From the entries provided below, copy each line that contains the word "FAIRGREEN".

===== RECORDS SHOWN =====

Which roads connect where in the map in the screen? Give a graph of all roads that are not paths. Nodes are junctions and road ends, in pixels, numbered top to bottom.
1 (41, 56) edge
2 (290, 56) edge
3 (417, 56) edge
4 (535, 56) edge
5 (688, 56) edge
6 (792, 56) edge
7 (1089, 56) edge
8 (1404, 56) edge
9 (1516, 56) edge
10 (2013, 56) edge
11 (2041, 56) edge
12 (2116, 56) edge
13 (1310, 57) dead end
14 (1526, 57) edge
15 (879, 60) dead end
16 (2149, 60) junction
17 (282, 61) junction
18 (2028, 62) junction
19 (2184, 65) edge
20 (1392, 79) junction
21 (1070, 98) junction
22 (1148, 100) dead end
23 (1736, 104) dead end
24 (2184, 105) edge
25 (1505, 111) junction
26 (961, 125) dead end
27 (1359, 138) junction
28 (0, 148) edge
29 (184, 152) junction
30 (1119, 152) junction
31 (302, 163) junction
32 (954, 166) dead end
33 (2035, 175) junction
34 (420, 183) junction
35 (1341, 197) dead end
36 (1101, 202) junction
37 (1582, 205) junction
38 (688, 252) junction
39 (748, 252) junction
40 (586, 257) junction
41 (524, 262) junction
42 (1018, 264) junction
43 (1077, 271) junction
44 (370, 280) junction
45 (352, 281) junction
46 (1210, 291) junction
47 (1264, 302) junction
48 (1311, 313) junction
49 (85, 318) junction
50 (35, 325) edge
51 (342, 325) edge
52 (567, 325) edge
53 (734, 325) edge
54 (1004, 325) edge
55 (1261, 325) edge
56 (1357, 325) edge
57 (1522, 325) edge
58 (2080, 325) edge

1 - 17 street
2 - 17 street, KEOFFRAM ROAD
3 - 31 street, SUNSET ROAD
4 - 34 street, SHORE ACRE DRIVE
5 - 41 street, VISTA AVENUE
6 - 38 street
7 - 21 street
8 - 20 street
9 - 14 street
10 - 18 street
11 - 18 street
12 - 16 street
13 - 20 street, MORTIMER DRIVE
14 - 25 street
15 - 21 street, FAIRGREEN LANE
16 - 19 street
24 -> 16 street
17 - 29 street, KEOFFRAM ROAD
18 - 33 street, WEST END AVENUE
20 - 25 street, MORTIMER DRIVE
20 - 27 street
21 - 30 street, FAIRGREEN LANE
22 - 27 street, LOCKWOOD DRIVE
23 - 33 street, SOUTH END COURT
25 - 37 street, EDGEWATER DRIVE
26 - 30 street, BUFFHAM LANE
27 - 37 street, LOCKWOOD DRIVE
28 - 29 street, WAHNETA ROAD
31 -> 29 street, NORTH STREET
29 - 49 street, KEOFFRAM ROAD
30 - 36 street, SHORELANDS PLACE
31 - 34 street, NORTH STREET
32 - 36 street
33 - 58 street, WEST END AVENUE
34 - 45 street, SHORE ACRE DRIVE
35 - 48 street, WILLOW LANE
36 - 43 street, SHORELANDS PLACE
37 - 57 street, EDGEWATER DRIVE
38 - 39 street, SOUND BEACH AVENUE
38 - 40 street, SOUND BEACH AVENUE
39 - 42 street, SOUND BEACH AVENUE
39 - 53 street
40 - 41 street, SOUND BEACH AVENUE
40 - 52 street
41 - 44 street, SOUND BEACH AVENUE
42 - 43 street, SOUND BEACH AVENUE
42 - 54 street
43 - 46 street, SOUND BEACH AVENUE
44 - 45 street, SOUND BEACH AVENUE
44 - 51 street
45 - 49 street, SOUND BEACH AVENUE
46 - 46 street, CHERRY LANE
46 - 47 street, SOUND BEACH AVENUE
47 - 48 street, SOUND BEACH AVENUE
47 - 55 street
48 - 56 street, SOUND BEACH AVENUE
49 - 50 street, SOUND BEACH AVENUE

=====

**WRITTEN ANSWER:**
15 - 21 street, FAIRGREEN LANE
21 - 30 street, FAIRGREEN LANE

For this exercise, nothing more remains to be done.